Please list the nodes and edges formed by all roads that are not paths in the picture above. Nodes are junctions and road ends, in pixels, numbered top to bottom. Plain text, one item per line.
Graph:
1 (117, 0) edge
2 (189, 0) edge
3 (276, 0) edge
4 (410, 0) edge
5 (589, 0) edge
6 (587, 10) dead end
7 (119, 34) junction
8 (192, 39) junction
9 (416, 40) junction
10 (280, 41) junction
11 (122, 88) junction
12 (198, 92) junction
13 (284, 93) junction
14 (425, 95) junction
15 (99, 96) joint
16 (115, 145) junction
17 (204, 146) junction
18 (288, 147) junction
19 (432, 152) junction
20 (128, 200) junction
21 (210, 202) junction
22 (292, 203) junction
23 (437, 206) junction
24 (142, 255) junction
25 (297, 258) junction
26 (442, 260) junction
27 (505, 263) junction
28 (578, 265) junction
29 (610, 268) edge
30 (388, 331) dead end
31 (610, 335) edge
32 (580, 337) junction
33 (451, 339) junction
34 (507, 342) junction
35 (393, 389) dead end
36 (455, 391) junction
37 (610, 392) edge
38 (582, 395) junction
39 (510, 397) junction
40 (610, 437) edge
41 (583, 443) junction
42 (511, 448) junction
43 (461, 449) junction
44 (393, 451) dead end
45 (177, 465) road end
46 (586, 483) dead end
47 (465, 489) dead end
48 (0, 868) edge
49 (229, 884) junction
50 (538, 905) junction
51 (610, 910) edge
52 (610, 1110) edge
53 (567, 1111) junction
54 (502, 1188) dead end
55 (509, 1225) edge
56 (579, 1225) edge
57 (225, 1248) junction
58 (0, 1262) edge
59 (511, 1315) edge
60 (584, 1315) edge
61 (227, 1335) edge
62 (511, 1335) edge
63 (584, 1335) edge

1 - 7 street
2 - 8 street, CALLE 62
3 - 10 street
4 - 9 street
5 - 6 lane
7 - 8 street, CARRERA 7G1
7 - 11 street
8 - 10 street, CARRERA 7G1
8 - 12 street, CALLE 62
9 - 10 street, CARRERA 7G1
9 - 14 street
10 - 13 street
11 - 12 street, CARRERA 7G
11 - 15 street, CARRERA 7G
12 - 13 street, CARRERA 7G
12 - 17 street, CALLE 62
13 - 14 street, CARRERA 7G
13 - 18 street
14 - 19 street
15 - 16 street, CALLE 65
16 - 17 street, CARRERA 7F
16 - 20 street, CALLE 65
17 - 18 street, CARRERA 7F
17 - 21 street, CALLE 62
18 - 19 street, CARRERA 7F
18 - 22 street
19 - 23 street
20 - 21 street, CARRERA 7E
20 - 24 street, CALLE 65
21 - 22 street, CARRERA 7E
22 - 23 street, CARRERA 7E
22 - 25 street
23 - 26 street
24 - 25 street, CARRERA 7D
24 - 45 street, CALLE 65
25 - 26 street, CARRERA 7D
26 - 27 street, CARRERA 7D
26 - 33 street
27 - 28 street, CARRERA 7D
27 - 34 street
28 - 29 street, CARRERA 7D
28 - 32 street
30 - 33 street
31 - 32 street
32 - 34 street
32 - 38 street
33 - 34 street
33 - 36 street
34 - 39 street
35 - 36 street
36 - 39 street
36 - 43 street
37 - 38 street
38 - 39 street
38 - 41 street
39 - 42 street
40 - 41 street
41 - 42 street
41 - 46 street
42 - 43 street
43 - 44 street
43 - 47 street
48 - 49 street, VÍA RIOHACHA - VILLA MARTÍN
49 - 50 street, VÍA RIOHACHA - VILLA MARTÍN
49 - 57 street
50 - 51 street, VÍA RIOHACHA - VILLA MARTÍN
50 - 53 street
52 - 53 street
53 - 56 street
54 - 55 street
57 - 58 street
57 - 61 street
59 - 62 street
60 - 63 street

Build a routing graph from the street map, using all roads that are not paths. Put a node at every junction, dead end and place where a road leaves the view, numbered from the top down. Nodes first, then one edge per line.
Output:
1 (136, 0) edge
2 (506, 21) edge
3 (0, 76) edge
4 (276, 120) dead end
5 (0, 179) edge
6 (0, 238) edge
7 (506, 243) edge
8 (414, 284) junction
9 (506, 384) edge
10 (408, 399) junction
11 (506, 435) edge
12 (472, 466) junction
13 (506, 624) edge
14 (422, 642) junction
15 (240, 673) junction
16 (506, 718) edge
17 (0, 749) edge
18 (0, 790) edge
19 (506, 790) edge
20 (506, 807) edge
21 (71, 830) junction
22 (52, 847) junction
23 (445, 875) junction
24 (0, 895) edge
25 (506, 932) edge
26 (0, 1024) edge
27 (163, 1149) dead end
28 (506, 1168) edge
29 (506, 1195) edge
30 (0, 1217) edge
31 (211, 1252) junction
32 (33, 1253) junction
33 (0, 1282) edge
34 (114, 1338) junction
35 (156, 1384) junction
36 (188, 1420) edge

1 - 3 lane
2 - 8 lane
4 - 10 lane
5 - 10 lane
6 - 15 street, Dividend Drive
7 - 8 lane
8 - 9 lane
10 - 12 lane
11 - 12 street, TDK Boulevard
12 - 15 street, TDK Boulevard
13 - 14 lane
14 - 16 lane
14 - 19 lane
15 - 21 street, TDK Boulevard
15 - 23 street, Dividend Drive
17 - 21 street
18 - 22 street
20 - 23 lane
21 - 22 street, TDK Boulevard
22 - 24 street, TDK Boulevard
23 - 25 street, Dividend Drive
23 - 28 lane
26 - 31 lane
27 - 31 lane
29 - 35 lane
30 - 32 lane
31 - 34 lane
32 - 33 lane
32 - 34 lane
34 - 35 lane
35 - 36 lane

※

• Exercise: Once you have found every line above holding the word "MARTÍN", copy those lines.

• Final answer:
48 - 49 street, VÍA RIOHACHA - VILLA MARTÍN
49 - 50 street, VÍA RIOHACHA - VILLA MARTÍN
50 - 51 street, VÍA RIOHACHA - VILLA MARTÍN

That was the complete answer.